Il sort d’une enveloppe les sept billets de dix mille balles que je lui ai soumis.

— De votre réponse dépend l’importance de mon observation, monsieur le commissaire. Lorsqu’on vous a remis ces billets, étaient-ils épinglés ?

— Non, dis-je. Ils se trouvaient dans une enveloppe.

— Et on les a prélevés, dites-vous, dans des envois différents ?

— C’est ce qu’a prétendu Pinuche.

Magnin se penche sur mon bureau. Sa tignasse rousse ressemble à un projecteur.

Il étale les billets comme on étale les cartes d’un jeu.

— Sur ces sept billets, trois ne comportent qu’une seule trace d’agrafage par épingle, vous voyez ?

Avec la pointe de mon coupe-papier il me désigne les deux minuscules trous résultant du passage de l’épingle.

— Et alors ? fais-je sans comprendre.

— J’ai examiné les billets au microscope : les deux perforations de ces trois billets ont été faites par la même épingle, ce qui signifie qu’ils ont été épinglés ensemble et en même temps, comprenez-vous ? Par conséquent, ils faisaient partie d’une même liasse.

J’émets un sifflement appréciateur.

— Et ce n’est pas tout, poursuit Magnin. Parmi les quatre billets restants qui eux ont de nombreuses piqûres d’épingles, on retrouve sur deux d’entre eux la même perforation que sur les trois premiers.
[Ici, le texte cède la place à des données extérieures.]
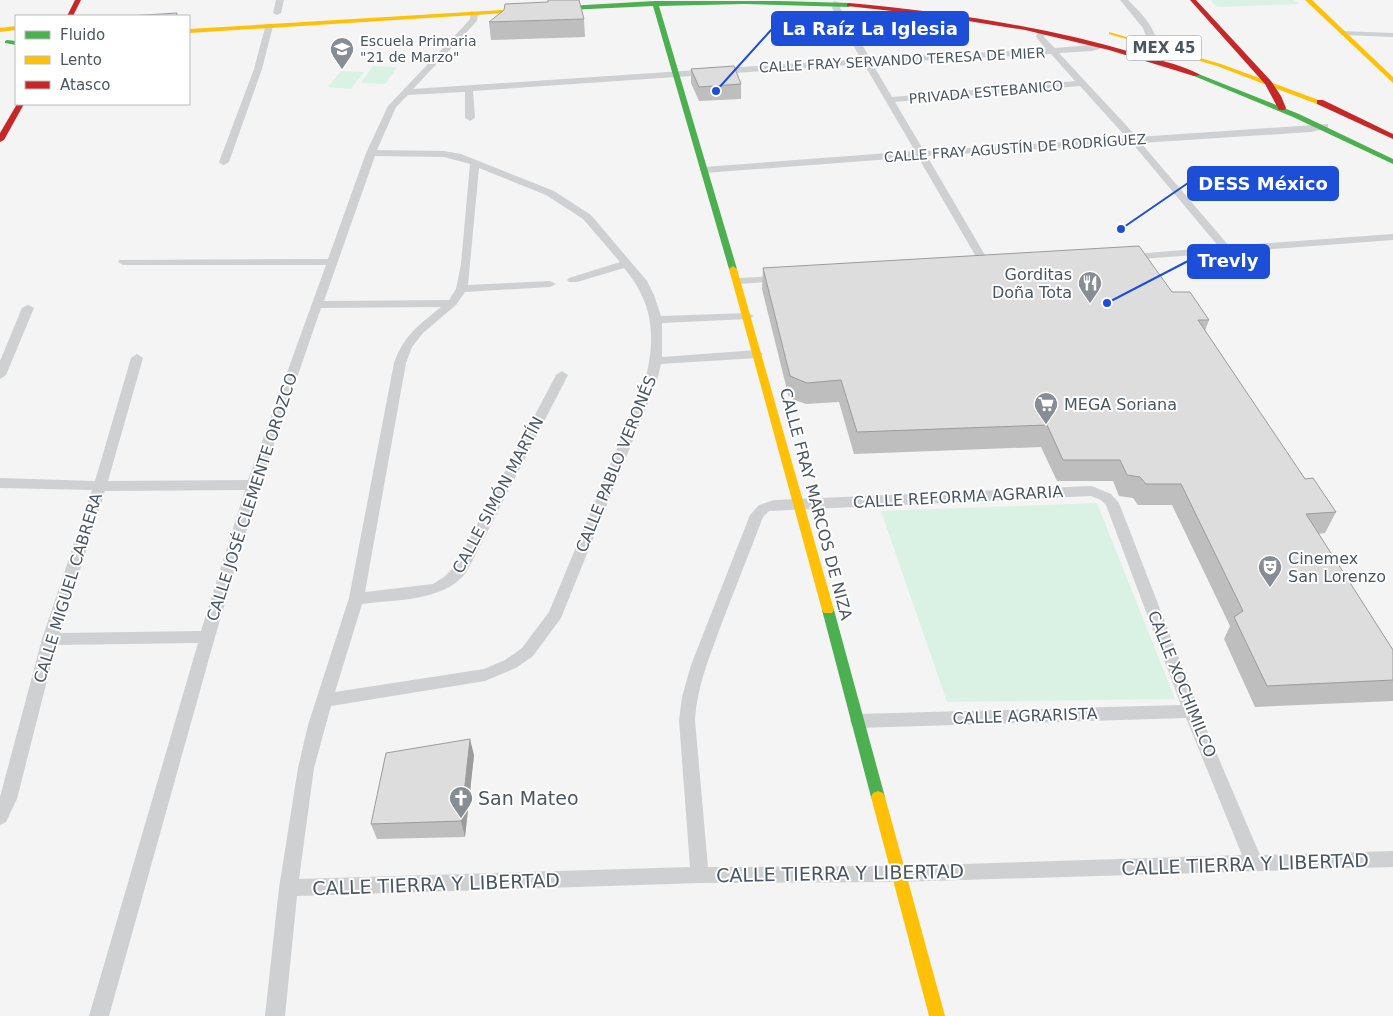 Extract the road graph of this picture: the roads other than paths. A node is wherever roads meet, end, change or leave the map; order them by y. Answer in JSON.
{"nodes":[{"id":1,"x":78,"y":0,"type":"edge"},
{"id":2,"x":280,"y":0,"type":"edge"},
{"id":3,"x":630,"y":0,"type":"edge"},
{"id":4,"x":1124,"y":0,"type":"edge"},
{"id":5,"x":1193,"y":0,"type":"edge"},
{"id":6,"x":1308,"y":0,"type":"edge"},
{"id":7,"x":656,"y":1,"type":"edge"},
{"id":8,"x":837,"y":3,"type":"junction"},
{"id":9,"x":475,"y":5,"type":"edge"},
{"id":10,"x":616,"y":5,"type":"junction"},
{"id":11,"x":277,"y":13,"type":"dead end"},
{"id":12,"x":70,"y":15,"type":"edge"},
{"id":13,"x":270,"y":26,"type":"junction"},
{"id":14,"x":15,"y":28,"type":"edge"},
{"id":15,"x":0,"y":30,"type":"edge"},
{"id":16,"x":1096,"y":30,"type":"dead end"},
{"id":17,"x":190,"y":31,"type":"edge"},
{"id":18,"x":1042,"y":32,"type":"junction"},
{"id":19,"x":1344,"y":32,"type":"junction"},
{"id":20,"x":1393,"y":35,"type":"edge"},
{"id":21,"x":1153,"y":45,"type":"junction"},
{"id":22,"x":1100,"y":46,"type":"junction"},
{"id":23,"x":1054,"y":51,"type":"junction"},
{"id":24,"x":867,"y":61,"type":"junction"},
{"id":25,"x":674,"y":75,"type":"junction"},
{"id":26,"x":1393,"y":81,"type":"edge"},
{"id":27,"x":1083,"y":83,"type":"junction"},
{"id":28,"x":1268,"y":83,"type":"junction"},
{"id":29,"x":469,"y":89,"type":"junction"},
{"id":30,"x":405,"y":92,"type":"junction"},
{"id":31,"x":890,"y":100,"type":"junction"},
{"id":32,"x":19,"y":105,"type":"edge"},
{"id":33,"x":1282,"y":108,"type":"junction"},
{"id":34,"x":470,"y":118,"type":"dead end"},
{"id":35,"x":1324,"y":126,"type":"junction"},
{"id":36,"x":1393,"y":137,"type":"edge"},
{"id":37,"x":0,"y":140,"type":"edge"},
{"id":38,"x":1134,"y":140,"type":"junction"},
{"id":39,"x":371,"y":153,"type":"junction"},
{"id":40,"x":921,"y":154,"type":"junction"},
{"id":41,"x":224,"y":162,"type":"dead end"},
{"id":42,"x":1393,"y":162,"type":"edge"},
{"id":43,"x":474,"y":163,"type":"junction"},
{"id":44,"x":704,"y":170,"type":"junction"},
{"id":45,"x":1393,"y":237,"type":"edge"},
{"id":46,"x":1227,"y":250,"type":"junction"},
{"id":47,"x":1117,"y":257,"type":"edge"},
{"id":48,"x":123,"y":262,"type":"dead end"},
{"id":49,"x":331,"y":262,"type":"junction"},
{"id":50,"x":626,"y":264,"type":"junction"},
{"id":51,"x":987,"y":267,"type":"edge"},
{"id":52,"x":788,"y":278,"type":"edge"},
{"id":53,"x":572,"y":280,"type":"dead end"},
{"id":54,"x":738,"y":281,"type":"junction"},
{"id":55,"x":550,"y":284,"type":"dead end"},
{"id":56,"x":462,"y":289,"type":"junction"},
{"id":57,"x":452,"y":303,"type":"junction"},
{"id":58,"x":317,"y":305,"type":"junction"},
{"id":59,"x":28,"y":308,"type":"dead end"},
{"id":60,"x":748,"y":316,"type":"junction"},
{"id":61,"x":656,"y":320,"type":"junction"},
{"id":62,"x":757,"y":354,"type":"junction"},
{"id":63,"x":138,"y":358,"type":"dead end"},
{"id":64,"x":656,"y":361,"type":"junction"},
{"id":65,"x":0,"y":375,"type":"edge"},
{"id":66,"x":562,"y":375,"type":"dead end"},
{"id":67,"x":0,"y":483,"type":"edge"},
{"id":68,"x":252,"y":485,"type":"junction"},
{"id":69,"x":100,"y":486,"type":"junction"},
{"id":70,"x":1112,"y":504,"type":"joint"},
{"id":71,"x":800,"y":505,"type":"junction"},
{"id":72,"x":356,"y":599,"type":"junction"},
{"id":73,"x":207,"y":637,"type":"junction"},
{"id":74,"x":50,"y":639,"type":"junction"},
{"id":75,"x":326,"y":700,"type":"junction"},
{"id":76,"x":1192,"y":712,"type":"junction"},
{"id":77,"x":858,"y":721,"type":"junction"},
{"id":78,"x":0,"y":817,"type":"edge"},
{"id":79,"x":1393,"y":859,"type":"edge"},
{"id":80,"x":1256,"y":864,"type":"junction"},
{"id":81,"x":898,"y":874,"type":"junction"},
{"id":82,"x":700,"y":876,"type":"junction"},
{"id":83,"x":288,"y":888,"type":"junction"},
{"id":84,"x":99,"y":1016,"type":"edge"},
{"id":85,"x":276,"y":1016,"type":"edge"},
{"id":86,"x":937,"y":1016,"type":"edge"}],
"edges":[{"from":1,"to":12,"type":"main road"},
{"from":2,"to":11,"type":"street"},
{"from":3,"to":10,"type":"main road"},
{"from":4,"to":21,"type":"street"},
{"from":5,"to":28,"type":"main road","number":"MEX 45"},
{"from":6,"to":19,"type":"main road"},
{"from":7,"to":8,"type":"main road","number":"MEX 45"},
{"from":7,"to":10,"type":"main road","number":"MEX 45"},
{"from":7,"to":25,"type":"main road","name":"CALLE FRAY MARCOS DE NIZA"},
{"from":8,"to":18,"type":"main road","number":"MEX 45"},
{"from":8,"to":24,"type":"street"},
{"from":9,"to":10,"type":"main road","number":"MEX 45"},
{"from":9,"to":13,"type":"main road","number":"MEX 45"},
{"from":9,"to":30,"type":"street","name":"CALLE JOSÉ CLEMENTE OROZCO"},
{"from":13,"to":17,"type":"main road","number":"MEX 45"},
{"from":13,"to":41,"type":"street"},
{"from":14,"to":15,"type":"main road"},
{"from":16,"to":21,"type":"main road","number":"MEX 45"},
{"from":18,"to":22,"type":"main road","number":"MEX 45"},
{"from":18,"to":23,"type":"street"},
{"from":19,"to":20,"type":"street"},
{"from":19,"to":26,"type":"main road"},
{"from":21,"to":28,"type":"main road","number":"MEX 45"},
{"from":22,"to":23,"type":"street","name":"CALLE FRAY SERVANDO TERESA DE MIER"},
{"from":22,"to":33,"type":"main road","number":"MEX 45"},
{"from":23,"to":24,"type":"street","name":"CALLE FRAY SERVANDO TERESA DE MIER"},
{"from":23,"to":27,"type":"street"},
{"from":24,"to":25,"type":"street","name":"CALLE FRAY SERVANDO TERESA DE MIER"},
{"from":24,"to":31,"type":"street"},
{"from":25,"to":29,"type":"street","name":"CALLE FRAY SERVANDO TERESA DE MIER"},
{"from":25,"to":44,"type":"main road","name":"CALLE FRAY MARCOS DE NIZA"},
{"from":27,"to":31,"type":"street","name":"PRIVADA ESTEBANICO"},
{"from":27,"to":38,"type":"street"},
{"from":28,"to":33,"type":"main road","number":"MEX 45"},
{"from":28,"to":36,"type":"main road","number":"MEX 45"},
{"from":29,"to":30,"type":"street","name":"CALLE FRAY SERVANDO TERESA DE MIER"},
{"from":29,"to":34,"type":"street"},
{"from":30,"to":39,"type":"street","name":"CALLE JOSÉ CLEMENTE OROZCO"},
{"from":31,"to":40,"type":"street"},
{"from":32,"to":37,"type":"main road"},
{"from":33,"to":35,"type":"main road","number":"MEX 45"},
{"from":35,"to":38,"type":"street","name":"CALLE FRAY AGUSTÍN DE RODRÍGUEZ"},
{"from":35,"to":42,"type":"main road","number":"MEX 45"},
{"from":38,"to":40,"type":"street","name":"CALLE FRAY AGUSTÍN DE RODRÍGUEZ"},
{"from":38,"to":46,"type":"street"},
{"from":39,"to":43,"type":"street","name":"CALLE PABLO VERONÉS"},
{"from":39,"to":49,"type":"street","name":"CALLE JOSÉ CLEMENTE OROZCO"},
{"from":40,"to":44,"type":"street","name":"CALLE FRAY AGUSTÍN DE RODRÍGUEZ"},
{"from":40,"to":51,"type":"street"},
{"from":43,"to":50,"type":"street","name":"CALLE PABLO VERONÉS"},
{"from":43,"to":56,"type":"street"},
{"from":44,"to":54,"type":"main road","name":"CALLE FRAY MARCOS DE NIZA"},
{"from":45,"to":46,"type":"street"},
{"from":46,"to":47,"type":"street"},
{"from":48,"to":49,"type":"street"},
{"from":49,"to":58,"type":"street","name":"CALLE JOSÉ CLEMENTE OROZCO"},
{"from":50,"to":53,"type":"street"},
{"from":50,"to":61,"type":"street","name":"CALLE PABLO VERONÉS"},
{"from":52,"to":54,"type":"street"},
{"from":54,"to":60,"type":"main road","name":"CALLE FRAY MARCOS DE NIZA"},
{"from":55,"to":56,"type":"street"},
{"from":56,"to":57,"type":"street"},
{"from":57,"to":58,"type":"street"},
{"from":57,"to":72,"type":"street"},
{"from":58,"to":68,"type":"street","name":"CALLE JOSÉ CLEMENTE OROZCO"},
{"from":59,"to":65,"type":"street"},
{"from":60,"to":61,"type":"street"},
{"from":60,"to":62,"type":"main road","name":"CALLE FRAY MARCOS DE NIZA"},
{"from":61,"to":64,"type":"street","name":"CALLE PABLO VERONÉS"},
{"from":62,"to":64,"type":"street"},
{"from":62,"to":71,"type":"main road","name":"CALLE FRAY MARCOS DE NIZA"},
{"from":63,"to":69,"type":"street","name":"CALLE MIGUEL CABRERA"},
{"from":64,"to":75,"type":"street","name":"CALLE PABLO VERONÉS"},
{"from":66,"to":72,"type":"street","name":"CALLE SIMÓN MARTÍN"},
{"from":67,"to":69,"type":"street"},
{"from":68,"to":69,"type":"street"},
{"from":68,"to":73,"type":"street","name":"CALLE JOSÉ CLEMENTE OROZCO"},
{"from":69,"to":74,"type":"street","name":"CALLE MIGUEL CABRERA"},
{"from":70,"to":71,"type":"street","name":"CALLE REFORMA AGRARIA"},
{"from":70,"to":76,"type":"street","name":"CALLE XOCHIMILCO"},
{"from":71,"to":77,"type":"main road","name":"CALLE FRAY MARCOS DE NIZA"},
{"from":71,"to":82,"type":"street","name":"CALLE REFORMA AGRARIA"},
{"from":72,"to":75,"type":"street"},
{"from":73,"to":74,"type":"street"},
{"from":73,"to":84,"type":"street","name":"CALLE JOSÉ CLEMENTE OROZCO"},
{"from":74,"to":78,"type":"street","name":"CALLE MIGUEL CABRERA"},
{"from":75,"to":83,"type":"street"},
{"from":76,"to":77,"type":"street","name":"CALLE AGRARISTA"},
{"from":76,"to":80,"type":"street","name":"CALLE XOCHIMILCO"},
{"from":77,"to":81,"type":"main road","name":"CALLE FRAY MARCOS DE NIZA"},
{"from":79,"to":80,"type":"street","name":"CALLE TIERRA Y LIBERTAD"},
{"from":80,"to":81,"type":"street","name":"CALLE TIERRA Y LIBERTAD"},
{"from":81,"to":82,"type":"street","name":"CALLE TIERRA Y LIBERTAD"},
{"from":81,"to":86,"type":"main road","name":"CALLE FRAY MARCOS DE NIZA"},
{"from":82,"to":83,"type":"street","name":"CALLE TIERRA Y LIBERTAD"},
{"from":83,"to":85,"type":"street"}]}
Il me désigne les trous mis en cause.

— Ceux-ci. Je puis vous montrer au microscope les lèvres de ces orifices : elles concordent.

— Je vous crois, vieux, je vous crois.

Le cher San-A. se masse le menton en un geste dubitatif (mis au point par Jacques Duby et Jacques Tati, d’où le mot dubitatif).
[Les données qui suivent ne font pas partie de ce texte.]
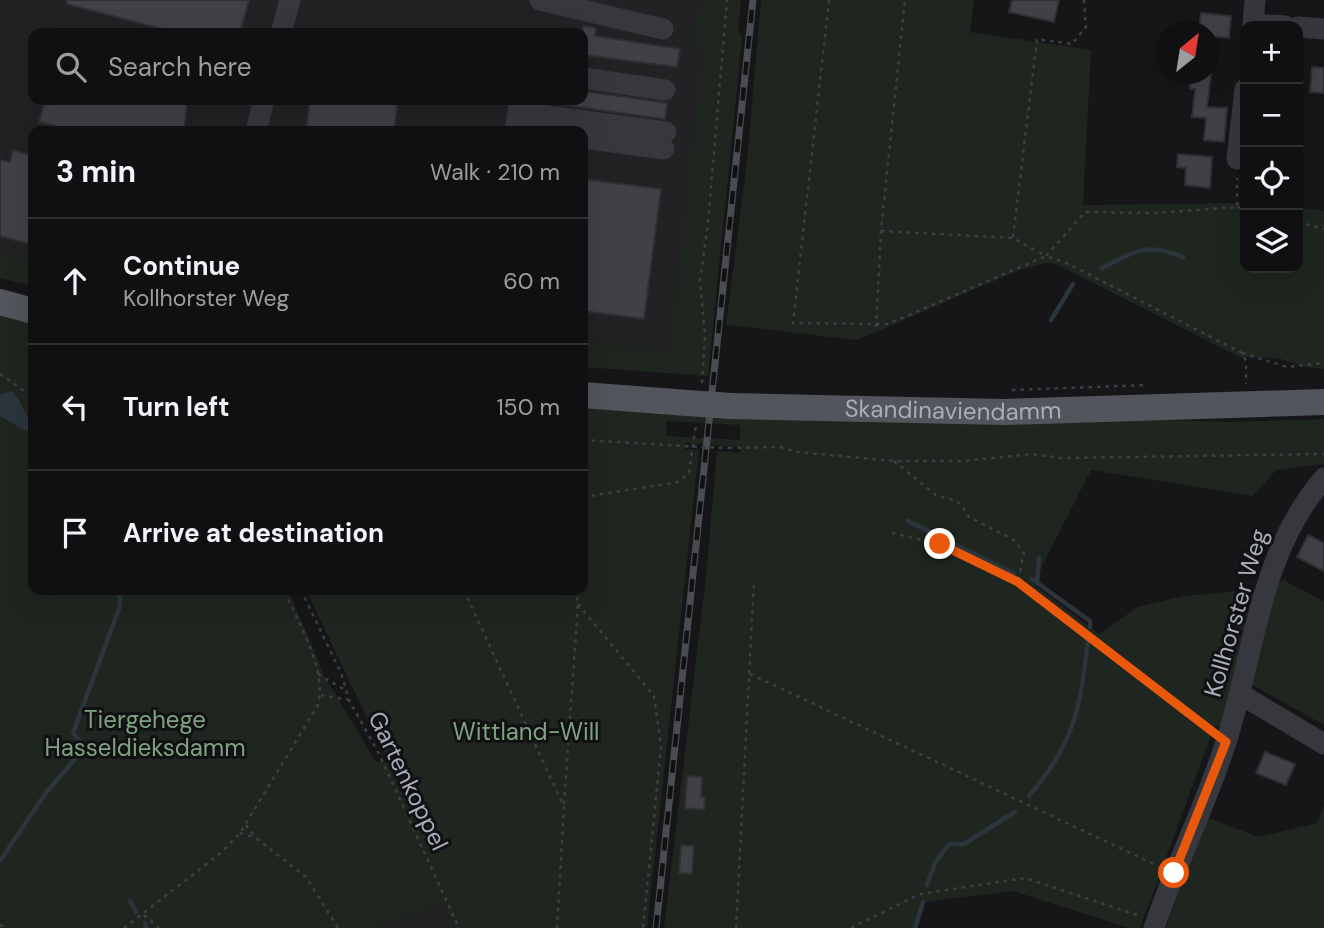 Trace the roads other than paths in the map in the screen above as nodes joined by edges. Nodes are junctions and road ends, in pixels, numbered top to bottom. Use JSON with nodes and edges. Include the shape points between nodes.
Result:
{"nodes":[{"id":1,"x":290,"y":0,"type":"edge"},
{"id":2,"x":540,"y":0,"type":"edge"},
{"id":3,"x":1255,"y":0,"type":"edge"},
{"id":4,"x":1253,"y":21,"type":"edge"},
{"id":5,"x":1303,"y":27,"type":"edge"},
{"id":6,"x":282,"y":28,"type":"edge"},
{"id":7,"x":663,"y":29,"type":"dead end"},
{"id":8,"x":1324,"y":29,"type":"edge"},
{"id":9,"x":588,"y":79,"type":"edge"},
{"id":10,"x":664,"y":90,"type":"dead end"},
{"id":11,"x":263,"y":105,"type":"edge"},
{"id":12,"x":517,"y":118,"type":"edge"},
{"id":13,"x":257,"y":126,"type":"edge"},
{"id":14,"x":568,"y":126,"type":"edge"},
{"id":15,"x":588,"y":129,"type":"edge"},
{"id":16,"x":1240,"y":133,"type":"edge"},
{"id":17,"x":588,"y":138,"type":"edge"},
{"id":18,"x":1237,"y":159,"type":"road end"},
{"id":19,"x":0,"y":302,"type":"edge"},
{"id":20,"x":28,"y":310,"type":"edge"},
{"id":21,"x":588,"y":395,"type":"edge"},
{"id":22,"x":1324,"y":402,"type":"edge"},
{"id":23,"x":1324,"y":478,"type":"edge"},
{"id":24,"x":1240,"y":694,"type":"junction"},
{"id":25,"x":1324,"y":744,"type":"edge"},
{"id":26,"x":1155,"y":924,"type":"edge"}],
"edges":[{"from":1,"to":6,"type":"street"},
{"from":2,"to":7,"type":"street"},
{"from":3,"to":4,"type":"street"},
{"from":5,"to":8,"type":"street"},
{"from":9,"to":10,"type":"street"},
{"from":11,"to":13,"type":"street"},
{"from":12,"to":14,"type":"street"},
{"from":15,"to":17,"type":"street","via":[[665,141]]},
{"from":16,"to":18,"type":"street"},
{"from":19,"to":20,"type":"main road"},
{"from":21,"to":22,"type":"main road","name":"Skandinaviendamm","bridge":true,"via":[[731,406],[1004,412]]},
{"from":23,"to":24,"type":"street","name":"Kollhorster Weg","via":[[1296,514],[1275,556]]},
{"from":24,"to":25,"type":"street"},
{"from":24,"to":26,"type":"street","name":"Kollhorster Weg","via":[[1226,742]]}]}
— Ainsi le vieux Fouassa aurait menti en affirmant avoir prélevé chacun de ces billets dans les sept envois espacés ?

— On peut le supposer.

Sans un mot, je décroche mon bigophone à sonnette et j’appelle Pinaud. C’est le vieux paillasson en personne qui me répond. Il m’annonce qu’il vient de boire son premier muscadet de la journée et me demande quel temps il fait à Saint-Cloud. Comme le respectable habite Vincennes, on peut mesurer par là son goût de la précision.

— Dis voir, Trésor chéri, est-ce toi qui as prélevé les billets échantillons dans des liasses ?

— Non, je les ai demandés à M. Fouassa et c’est lui qui me les a apportés.

— Étaient-ils épinglés ensemble ?

— Non, ils se trouvaient dans l’enveloppe que tu as z’eue z’entre les mains.

J’ai alors la réflexion du siècle :

— En somme, mon Pinaud occulte, ces quatorze millions, tu ne les as jamais vus ?

Silence du rachitique qui mesure toute la profondeur de la remarque et qui en chope le vertigo.

— C’est vrai, fait-il au bout d’un moment d’intense abrutissement. C’est vrai ce que tu causes : après tout, je ne les ai jamais vus ! Il m’a montré les papiers, des billets, mais l’ensemble, pas !

— Et ça n’est pas maintenant que tu risques de les contempler, chère vieille guenille dédaignée, puisqu’on les a volés. Passe me voir dans la matinée, qu’on discute…

Je raccroche au moment où il me raconte les plaies variqueuses du cordonnier d’à côté.

Le bigophone, c’est traître. Lorsque vous commencez à vous en servir, le voilà qui se met à déconner. À peine ai-je posé l’écouteur que le mien se met à jouer Décroche-moi, chéri, je ne puis vivre loin de ton oreille. Je souscris à cet appel. Et une voix auvergnate m’informe qu’elle est celle du café-charbon d’en bas.

Je demande d’en bas de quoi, car il n’existe encore pas de café-charbon en bas de la Grande Taule. Et la voix, de plus en plus auvergnate, m’informe qu’elle est située au bas de l’appartement de Bérurier. Elle ajoute que l’inspecteur Principal Béru voudrait me voir d’urgence à propos du crime de cette nuit. Mon étonnement pourrait être turc car il va croissant. Il pourrait à la rigueur être corbeau car il va aussi croassant, et peut-être même grenouille car, sans en avoir l’« r » il va coassant. Que peut avoir à déclarer Sa Majesté Lagonfle à propos de l’affaire Renard ? Je décide que la meilleure manière d’étancher ma curiosité c’est d’aller trouver le Gravos. Je remercie Magnin pour ses bons offices et lui conseille de faire comme le nègre, c’est-à-dire de continuer. Il m’assure qu’il va se consacrer maintenant aux papiers d’emballage.